* **Task item**
Reproduce all of the data exactly.

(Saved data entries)
+--

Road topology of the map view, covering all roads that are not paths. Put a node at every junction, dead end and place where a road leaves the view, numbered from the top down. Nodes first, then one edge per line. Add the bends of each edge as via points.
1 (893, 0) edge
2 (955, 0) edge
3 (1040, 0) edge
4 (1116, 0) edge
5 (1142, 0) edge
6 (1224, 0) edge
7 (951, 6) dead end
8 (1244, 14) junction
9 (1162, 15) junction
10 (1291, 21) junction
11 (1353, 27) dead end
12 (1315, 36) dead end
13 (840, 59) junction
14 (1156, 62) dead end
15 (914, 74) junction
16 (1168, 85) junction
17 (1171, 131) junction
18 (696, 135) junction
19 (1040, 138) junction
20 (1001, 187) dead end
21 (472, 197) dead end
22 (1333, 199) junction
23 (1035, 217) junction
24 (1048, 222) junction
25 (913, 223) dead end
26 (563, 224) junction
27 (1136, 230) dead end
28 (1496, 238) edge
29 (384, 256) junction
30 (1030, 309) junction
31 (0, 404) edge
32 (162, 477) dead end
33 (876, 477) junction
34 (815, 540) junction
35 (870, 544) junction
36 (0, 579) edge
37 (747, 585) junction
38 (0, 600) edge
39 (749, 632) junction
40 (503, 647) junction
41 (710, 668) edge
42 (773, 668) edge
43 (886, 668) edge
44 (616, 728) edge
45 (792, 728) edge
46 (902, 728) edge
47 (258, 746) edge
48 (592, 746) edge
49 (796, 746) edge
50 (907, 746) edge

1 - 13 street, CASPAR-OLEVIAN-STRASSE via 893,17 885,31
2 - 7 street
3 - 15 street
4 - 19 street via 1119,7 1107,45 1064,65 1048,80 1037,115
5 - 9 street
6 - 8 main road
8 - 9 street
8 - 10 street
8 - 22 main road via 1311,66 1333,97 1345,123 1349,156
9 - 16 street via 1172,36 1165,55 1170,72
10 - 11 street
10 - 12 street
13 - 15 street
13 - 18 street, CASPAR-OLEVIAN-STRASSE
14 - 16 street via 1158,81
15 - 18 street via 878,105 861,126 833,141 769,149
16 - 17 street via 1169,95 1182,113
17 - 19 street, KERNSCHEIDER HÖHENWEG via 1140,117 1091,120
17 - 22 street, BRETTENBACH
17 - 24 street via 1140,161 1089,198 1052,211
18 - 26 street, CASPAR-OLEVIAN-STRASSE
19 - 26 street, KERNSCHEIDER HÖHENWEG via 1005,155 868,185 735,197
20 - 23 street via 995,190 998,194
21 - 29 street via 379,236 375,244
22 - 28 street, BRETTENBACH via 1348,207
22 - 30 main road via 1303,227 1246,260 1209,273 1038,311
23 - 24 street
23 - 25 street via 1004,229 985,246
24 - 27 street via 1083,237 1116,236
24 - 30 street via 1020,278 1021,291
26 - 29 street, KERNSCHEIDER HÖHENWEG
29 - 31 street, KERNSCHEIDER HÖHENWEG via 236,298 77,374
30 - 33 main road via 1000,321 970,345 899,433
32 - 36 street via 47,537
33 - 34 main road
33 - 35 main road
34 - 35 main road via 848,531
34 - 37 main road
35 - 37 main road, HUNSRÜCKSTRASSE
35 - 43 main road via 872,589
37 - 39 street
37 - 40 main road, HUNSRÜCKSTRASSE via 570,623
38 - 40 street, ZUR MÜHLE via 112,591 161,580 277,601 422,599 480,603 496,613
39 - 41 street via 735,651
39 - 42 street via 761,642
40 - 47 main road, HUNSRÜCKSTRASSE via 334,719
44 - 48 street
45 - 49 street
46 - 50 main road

+--

* **Exercise answer**
Road topology of the map view, covering all roads that are not paths. Put a node at every junction, dead end and place where a road leaves the view, numbered from the top down. Nodes first, then one edge per line. Add the bends of each edge as via points.
1 (893, 0) edge
2 (955, 0) edge
3 (1040, 0) edge
4 (1116, 0) edge
5 (1142, 0) edge
6 (1224, 0) edge
7 (951, 6) dead end
8 (1244, 14) junction
9 (1162, 15) junction
10 (1291, 21) junction
11 (1353, 27) dead end
12 (1315, 36) dead end
13 (840, 59) junction
14 (1156, 62) dead end
15 (914, 74) junction
16 (1168, 85) junction
17 (1171, 131) junction
18 (696, 135) junction
19 (1040, 138) junction
20 (1001, 187) dead end
21 (472, 197) dead end
22 (1333, 199) junction
23 (1035, 217) junction
24 (1048, 222) junction
25 (913, 223) dead end
26 (563, 224) junction
27 (1136, 230) dead end
28 (1496, 238) edge
29 (384, 256) junction
30 (1030, 309) junction
31 (0, 404) edge
32 (162, 477) dead end
33 (876, 477) junction
34 (815, 540) junction
35 (870, 544) junction
36 (0, 579) edge
37 (747, 585) junction
38 (0, 600) edge
39 (749, 632) junction
40 (503, 647) junction
41 (710, 668) edge
42 (773, 668) edge
43 (886, 668) edge
44 (616, 728) edge
45 (792, 728) edge
46 (902, 728) edge
47 (258, 746) edge
48 (592, 746) edge
49 (796, 746) edge
50 (907, 746) edge

1 - 13 street, CASPAR-OLEVIAN-STRASSE via 893,17 885,31
2 - 7 street
3 - 15 street
4 - 19 street via 1119,7 1107,45 1064,65 1048,80 1037,115
5 - 9 street
6 - 8 main road
8 - 9 street
8 - 10 street
8 - 22 main road via 1311,66 1333,97 1345,123 1349,156
9 - 16 street via 1172,36 1165,55 1170,72
10 - 11 street
10 - 12 street
13 - 15 street
13 - 18 street, CASPAR-OLEVIAN-STRASSE
14 - 16 street via 1158,81
15 - 18 street via 878,105 861,126 833,141 769,149
16 - 17 street via 1169,95 1182,113
17 - 19 street, KERNSCHEIDER HÖHENWEG via 1140,117 1091,120
17 - 22 street, BRETTENBACH
17 - 24 street via 1140,161 1089,198 1052,211
18 - 26 street, CASPAR-OLEVIAN-STRASSE
19 - 26 street, KERNSCHEIDER HÖHENWEG via 1005,155 868,185 735,197
20 - 23 street via 995,190 998,194
21 - 29 street via 379,236 375,244
22 - 28 street, BRETTENBACH via 1348,207
22 - 30 main road via 1303,227 1246,260 1209,273 1038,311
23 - 24 street
23 - 25 street via 1004,229 985,246
24 - 27 street via 1083,237 1116,236
24 - 30 street via 1020,278 1021,291
26 - 29 street, KERNSCHEIDER HÖHENWEG
29 - 31 street, KERNSCHEIDER HÖHENWEG via 236,298 77,374
30 - 33 main road via 1000,321 970,345 899,433
32 - 36 street via 47,537
33 - 34 main road
33 - 35 main road
34 - 35 main road via 848,531
34 - 37 main road
35 - 37 main road, HUNSRÜCKSTRASSE
35 - 43 main road via 872,589
37 - 39 street
37 - 40 main road, HUNSRÜCKSTRASSE via 570,623
38 - 40 street, ZUR MÜHLE via 112,591 161,580 277,601 422,599 480,603 496,613
39 - 41 street via 735,651
39 - 42 street via 761,642
40 - 47 main road, HUNSRÜCKSTRASSE via 334,719
44 - 48 street
45 - 49 street
46 - 50 main road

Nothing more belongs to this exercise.